GCB coup not a racial issue, says Mali
The attempted coup at Gauteng Cricket was more about power than race, according to Gauteng Cricket Board (GCB) interim administrator Ray Mali.
“As administrator over the last 21 months, I wouldn’t classify this whole thing as a racial issue,” Mali told reporters in Johannesburg on Thursday.
“I’m saying so simply because the board is a mixed board, which is representative of all the people of South Africa.
“The clubs that attended that meeting last night [were from] a wide spectrum of the South African community.
“In that context, I’d term it a power struggle and not a racial issue at this point in time.”
At a special meeting held in Johannesburg on Wednesday evening, all 66 clubs in the province were invited to air their grievances after an attempt last week by some clubs to sack Mali and four other directors from the board.
Mali said the meeting was well attended and the clubs came out in big numbers.

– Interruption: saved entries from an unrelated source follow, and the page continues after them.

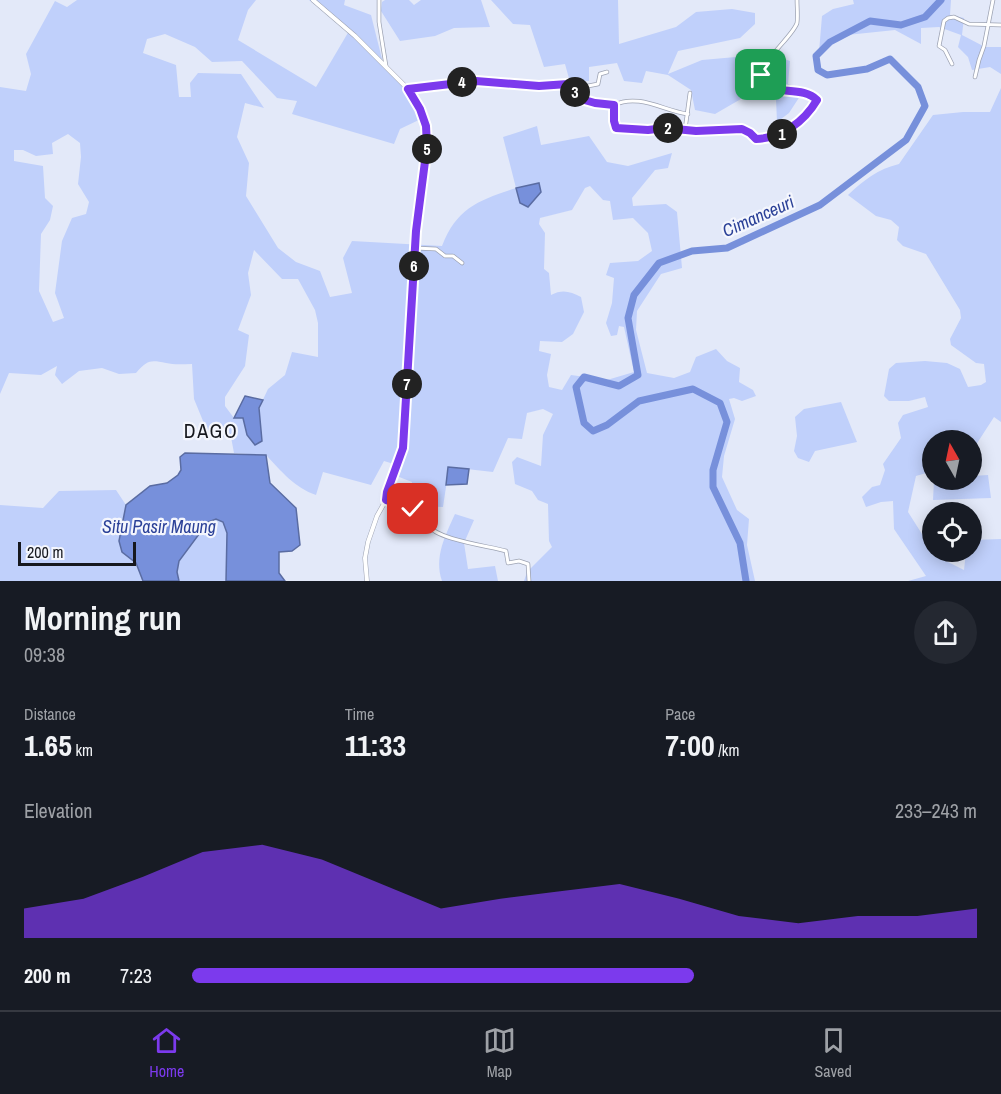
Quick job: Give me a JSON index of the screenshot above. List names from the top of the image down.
{
  "districts": ["DAGO"],
  "water": ["Cimanceuri", "Situ Pasir Maung"],
  "scale_bar": "200 m",
  "north": "top",
  "page": {
    "pins": [
      "4",
      "3",
      "2",
      "1",
      "5",
      "6",
      "7"
    ],
    "scale": "200 m",
    "heading": ["Morning run", "09:38"],
    "stats": [
      ["Distance", "1.65 km"],
      ["Time", "11:33"],
      ["Pace", "7:00 /km"]
    ],
    "chart": ["Elevation", "233–243 m"],
    "list": [
      {
        "name": "200 m",
        "note": "7:23"
      }
    ],
    "tabs": ["Home", "Map", "Saved"]
  }
}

“The whole saga revolves around the legality of the Langa Commission, at times termed an ’illegitimate exercise’ and we touched on those points,” Mali said.
“There was a big question mark that I had been engaged in an illegitimate set-up for 21 months.

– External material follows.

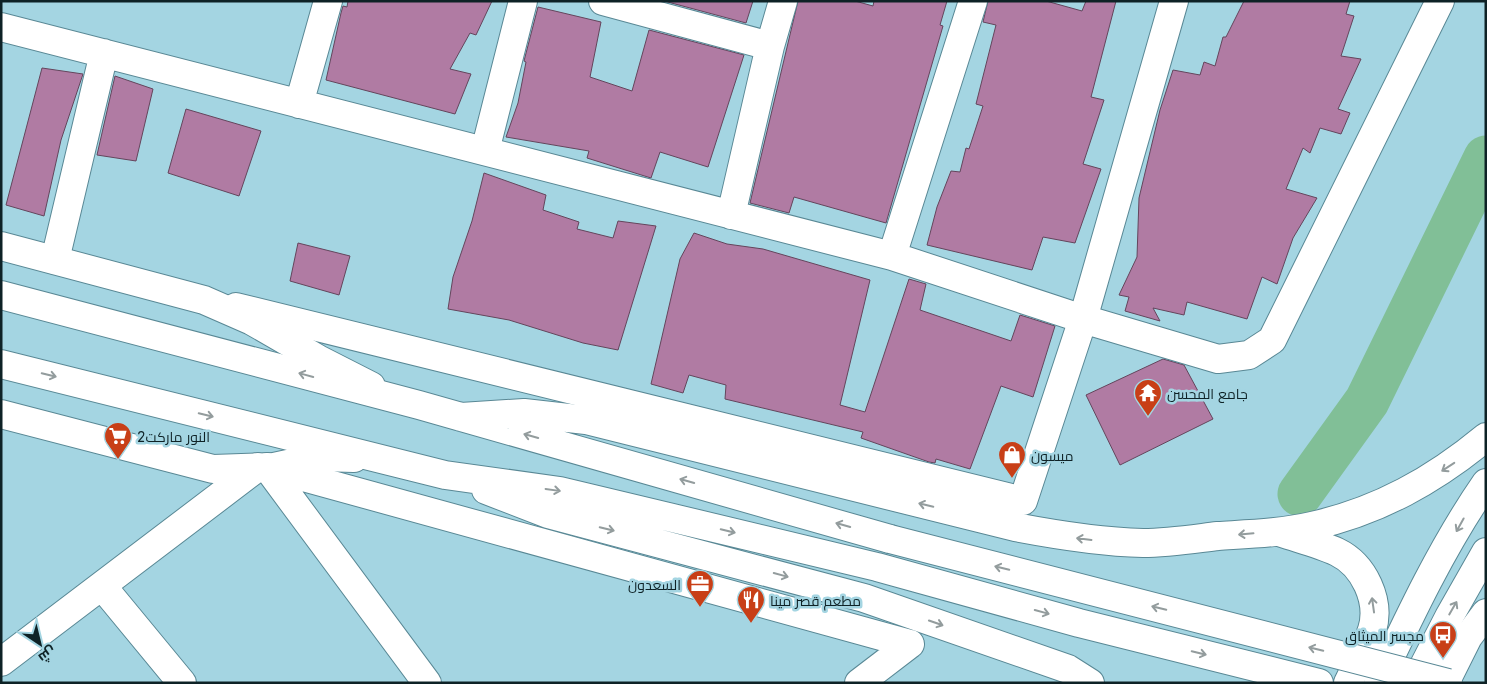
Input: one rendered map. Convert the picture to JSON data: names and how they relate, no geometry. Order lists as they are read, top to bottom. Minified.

“My position is not one that was ever imposed or forced on the GCB and my appointment was approved by all parties involved at that stage.”
The Langa Commission was tasked with investigating the GCB in 2010 after the affiliate questioned the details of the IPL contract, signed by Cricket SA, for the hosting of the 2009 tournament.
The commission found various operational discrepancies and CSA subsequently placed the GCB under administration.
Despite being vindicated by the Nicholson Inquiry, held earlier this year, the provincial board remained under administration until their Annual General Meeting (AGM) in two months’ time.
GCB’s chief executive Cassim Dockrat said an agreement had been reached, unanimously, on Wednesday, that the current board of Gauteng Cricket was legitimate and would remain intact until the AGM in August.
“We have set the way for any club, or group of clubs, with concerns to join us around a table and iron out differences,” Dockrat said. “It has been unsettling to be faced with this situation after 21 months of smooth sailing and having made big strides.
“But we have gone to great length to get the parties talking and ensure that the work which still needs to be done is completed.”
Dockrat also rejected rumours that the affiliate was in financial trouble and had wasted money on luxury items.
“When we prepared the 2011/2012 budget, we were excited by the fact that we had been given two Australia games and one against Sri Lanka,” he said.
“But most of our income results from the sale of suites and advertising, and we suffered a big drop in both areas.”
He said CSA were aware of the decrease in advertising and sponsorships suffered by all the provinces and they were working together on a solution to resolve the issue.